When a friend told me that the Piasa (pronounced pie’-a-saw) Bird was listed inthe on-line Encyclopedia Mythica, I rushed home to look it up. As a life-long resident of Alton, Illinois - the site of the Piasa Bird legend - and ardent folklorist, I’ve taken a scholarly interest in the tale and wanted to see if the Encyclopedia Mythica entry had gotten it right.
Alas it hadn’t.
The entry began by noting that Piasa refers to petroglyphs visible on a rock near Alton that were first described by the Jesuit missionary Juliette Marquette in the 16th century. First of all, the depictions were pictographs - paintings on a rock wall - rather than petroglyphs, which are carvings on rock. The missionary in question was named Jacques Marquette, and the year that he viewed those mysterious pictographs was 1673 - that’s the seventeenth century, not the sixteenth.
Gerald Musinsky, the entry’s author, further notes that the term Piasa is "probably idiomatic for ‘the Bird...’ or ‘that Bird...’ from the phrase ‘the bird that devours men.’ " He continues that "Legends recount Piasa attacks on Miamis chieftains turning the tide of an inter-tribal battle with the Illini and Michigamie." Musinsky mentions another legend that "concerns the vengeance of Wassatigo (Ouatogo) who slew one after his betrothed fell prey to the beast."
As one who has researched the origin of the Piasa Bird legend for some years now, I must challenge Mr. Musinsky’s contention that the term "Piasa" was idiomatic for "the Bird," "that Bird," or any other article combined with Bird. My reason for this is quite simply: the pictographs seen by Marquette depicted no bird of any kind!

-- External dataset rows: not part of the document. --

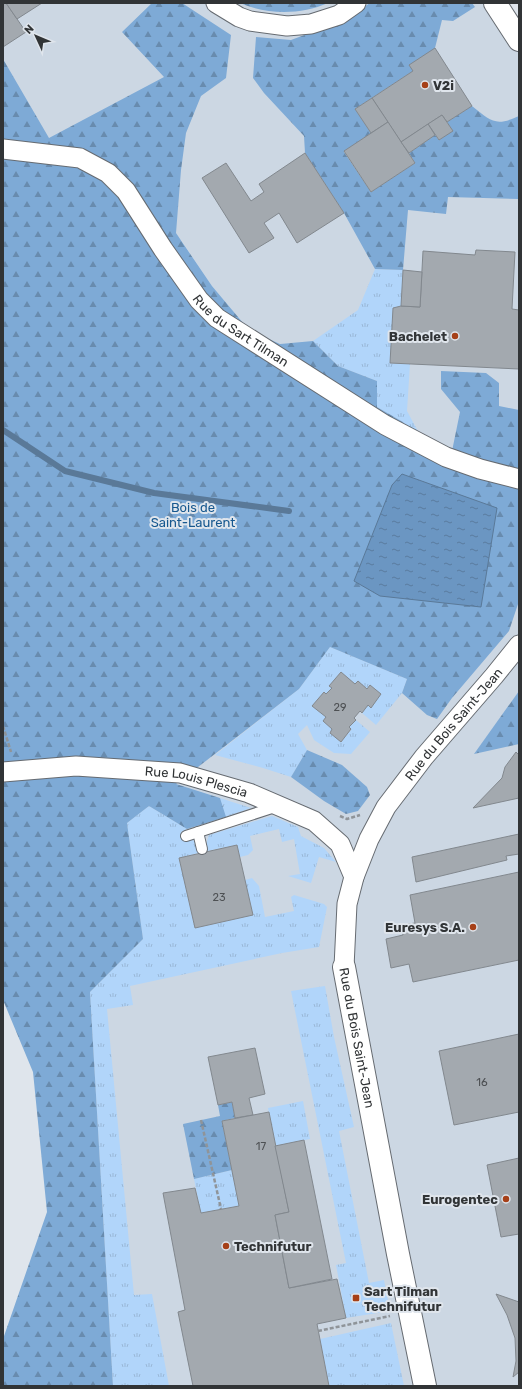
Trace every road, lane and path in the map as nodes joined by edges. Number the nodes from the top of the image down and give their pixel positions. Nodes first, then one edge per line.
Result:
1 (216, 3) edge
2 (356, 3) edge
3 (495, 3) edge
4 (519, 40) edge
5 (3, 149) edge
6 (519, 479) edge
7 (519, 645) edge
8 (3, 726) edge
9 (11, 752) dead end
10 (3, 772) edge
11 (278, 806) junction
12 (337, 814) dead end
13 (360, 814) dead end
14 (198, 832) junction
15 (186, 836) dead end
16 (202, 849) dead end
17 (354, 877) junction
18 (344, 967) joint
19 (201, 1120) dead end
20 (221, 1209) dead end
21 (395, 1315) dead end
22 (318, 1330) dead end
23 (425, 1386) edge

1 - 2 street
3 - 4 street
5 - 6 street, Rue du Sart Tilman
7 - 17 street, Rue du Bois Saint-Jean
8 - 9 path
10 - 11 street, Rue Louis Plescia
11 - 14 lane
11 - 17 street, Rue Louis Plescia
12 - 13 path
14 - 15 lane
14 - 16 lane
17 - 18 street, Rue du Bois Saint-Jean
18 - 23 street, Rue du Bois Saint-Jean
19 - 20 path
21 - 22 path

Let’s start at the beginning. When Marquette and his companion, Louis Jolliet, explored the area along the Mississippi River, they discovered two astonishing pictographs on a bluff - not a "rock," - as Mr. Musinsky states, near the present site of Alton. These "monsters," as Marquette referred to them in his journal, were
"as large as a calf; they have horns on their heads like
those of a deer, a horrible look, red eyes, a beard like
a tiger’s, a face somewhat like a man’s, a body covered
with scales, and so long a tail that it winds all around
the body..."
Noting that the images were painted in green, red and black, Marquette speculated that:
"...these 2 monsters are so well-painted that
we cannot believe that any savage is their author,
for good painters in France would find it
difficult to paint so well..."
Please note that this eyewitness description of the pictographs contains no mention of wings nor does it even vaguely suggest the notion that these creatures were representations of birds. Neither Marquette nor Jolliet’s journals of this expedition make any mention of Indian legends that explain the pictographs’ significance. Ironically, it was a nineteenth century white writer who transformed the creatures into winged demons that carried off hapless Native Americans.

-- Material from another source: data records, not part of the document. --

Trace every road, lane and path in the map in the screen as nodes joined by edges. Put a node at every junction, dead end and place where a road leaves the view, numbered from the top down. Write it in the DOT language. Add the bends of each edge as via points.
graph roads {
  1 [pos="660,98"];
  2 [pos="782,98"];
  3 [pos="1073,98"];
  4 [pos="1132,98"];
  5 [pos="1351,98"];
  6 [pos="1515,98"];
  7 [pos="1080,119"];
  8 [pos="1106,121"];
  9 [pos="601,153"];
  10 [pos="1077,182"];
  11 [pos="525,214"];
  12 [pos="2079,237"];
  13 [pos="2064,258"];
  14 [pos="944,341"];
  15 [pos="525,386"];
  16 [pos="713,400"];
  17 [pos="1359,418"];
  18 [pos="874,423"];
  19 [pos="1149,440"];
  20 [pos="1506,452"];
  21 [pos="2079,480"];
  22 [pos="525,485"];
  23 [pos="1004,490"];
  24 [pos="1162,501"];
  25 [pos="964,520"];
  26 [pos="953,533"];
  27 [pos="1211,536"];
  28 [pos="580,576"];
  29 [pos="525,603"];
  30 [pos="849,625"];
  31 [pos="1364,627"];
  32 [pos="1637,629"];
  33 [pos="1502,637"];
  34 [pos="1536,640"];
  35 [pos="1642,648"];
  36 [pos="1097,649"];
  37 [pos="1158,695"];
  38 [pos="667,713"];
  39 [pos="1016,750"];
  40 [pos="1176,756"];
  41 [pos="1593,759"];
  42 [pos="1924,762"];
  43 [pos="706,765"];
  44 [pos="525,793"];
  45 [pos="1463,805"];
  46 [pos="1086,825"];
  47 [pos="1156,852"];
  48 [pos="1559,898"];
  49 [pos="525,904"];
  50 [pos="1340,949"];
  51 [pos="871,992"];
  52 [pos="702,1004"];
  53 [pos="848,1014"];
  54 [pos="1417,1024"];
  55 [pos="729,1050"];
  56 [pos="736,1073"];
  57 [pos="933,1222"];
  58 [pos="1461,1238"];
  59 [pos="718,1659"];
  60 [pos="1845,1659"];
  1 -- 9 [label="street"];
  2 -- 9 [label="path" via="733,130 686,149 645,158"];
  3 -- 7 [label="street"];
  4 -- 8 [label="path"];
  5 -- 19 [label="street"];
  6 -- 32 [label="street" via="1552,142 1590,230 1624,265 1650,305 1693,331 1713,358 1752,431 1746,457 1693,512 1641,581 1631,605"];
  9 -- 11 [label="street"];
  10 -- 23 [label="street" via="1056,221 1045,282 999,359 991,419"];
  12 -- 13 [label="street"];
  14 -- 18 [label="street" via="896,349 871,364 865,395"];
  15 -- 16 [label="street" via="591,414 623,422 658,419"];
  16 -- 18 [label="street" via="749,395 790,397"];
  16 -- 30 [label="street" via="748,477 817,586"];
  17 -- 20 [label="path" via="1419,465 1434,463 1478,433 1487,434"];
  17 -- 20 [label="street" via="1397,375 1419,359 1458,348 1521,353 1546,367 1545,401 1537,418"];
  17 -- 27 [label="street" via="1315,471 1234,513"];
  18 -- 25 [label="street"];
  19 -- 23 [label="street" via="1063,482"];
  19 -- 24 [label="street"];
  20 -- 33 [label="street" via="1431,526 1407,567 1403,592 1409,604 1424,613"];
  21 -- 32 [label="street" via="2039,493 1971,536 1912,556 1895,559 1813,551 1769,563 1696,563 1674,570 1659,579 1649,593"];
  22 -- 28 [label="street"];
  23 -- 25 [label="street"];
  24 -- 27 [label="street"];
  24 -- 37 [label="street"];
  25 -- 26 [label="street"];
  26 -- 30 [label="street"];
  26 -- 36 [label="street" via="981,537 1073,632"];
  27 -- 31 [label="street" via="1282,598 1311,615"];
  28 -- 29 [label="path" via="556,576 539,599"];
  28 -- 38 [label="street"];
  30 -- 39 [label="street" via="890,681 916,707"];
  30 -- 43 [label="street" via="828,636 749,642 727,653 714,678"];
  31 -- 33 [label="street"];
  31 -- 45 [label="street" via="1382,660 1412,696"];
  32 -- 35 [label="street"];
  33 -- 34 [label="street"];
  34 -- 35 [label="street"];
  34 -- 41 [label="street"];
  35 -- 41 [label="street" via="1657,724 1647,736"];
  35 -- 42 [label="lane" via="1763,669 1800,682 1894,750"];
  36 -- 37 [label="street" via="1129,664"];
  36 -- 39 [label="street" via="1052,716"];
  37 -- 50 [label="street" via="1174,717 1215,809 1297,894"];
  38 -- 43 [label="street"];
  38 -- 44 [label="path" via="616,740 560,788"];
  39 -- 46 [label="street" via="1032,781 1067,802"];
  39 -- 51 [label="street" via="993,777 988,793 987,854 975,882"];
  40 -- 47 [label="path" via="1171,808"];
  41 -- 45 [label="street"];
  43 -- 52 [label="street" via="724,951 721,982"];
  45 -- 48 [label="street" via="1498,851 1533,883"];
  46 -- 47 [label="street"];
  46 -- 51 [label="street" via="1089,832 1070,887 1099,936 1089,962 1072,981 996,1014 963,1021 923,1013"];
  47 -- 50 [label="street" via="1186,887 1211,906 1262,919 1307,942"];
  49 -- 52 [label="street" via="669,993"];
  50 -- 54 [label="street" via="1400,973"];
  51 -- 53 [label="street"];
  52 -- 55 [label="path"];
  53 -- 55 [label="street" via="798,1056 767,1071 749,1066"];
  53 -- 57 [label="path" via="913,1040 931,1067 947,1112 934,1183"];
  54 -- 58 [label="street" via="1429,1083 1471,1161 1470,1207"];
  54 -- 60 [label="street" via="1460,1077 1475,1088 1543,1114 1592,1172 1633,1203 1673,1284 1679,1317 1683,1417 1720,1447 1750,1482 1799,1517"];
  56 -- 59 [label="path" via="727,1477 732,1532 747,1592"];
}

John Russell of Bluffdale, Illinois heard of the long-vanished paintings while teaching at Alton Seminary in 1834. His article, "The Piasa: An Indian Tradition of Illinois," appeared in the August 1836 issue of The Family Magazine; or The Monthly Abstract of General Knowledge. Signed only with the initials "J.R." the article was reprinted in several Illinois newspapers later that year.
"Many thousand moons before the arrival of the pale faces," as Russell melodramatically began his story, the Indians of this region were terrorized by a fierce winged demon that they called the Piasa, which Russell claimed was an Illini word
meaning "the bird that devours men." Modern scholars, however, have long argued that the Illini language contained no such word. Ironically, "piasa" means cat in the Sauk-Fox-Kickapoo language!
Russell claimed that the Piasa was so huge that it could carry off a deer in its talons but, once having tasted human flesh, it would prey on nothing else. Entire villages were nearly depopulated, and the Illini realized that the Piasa must be destroyed.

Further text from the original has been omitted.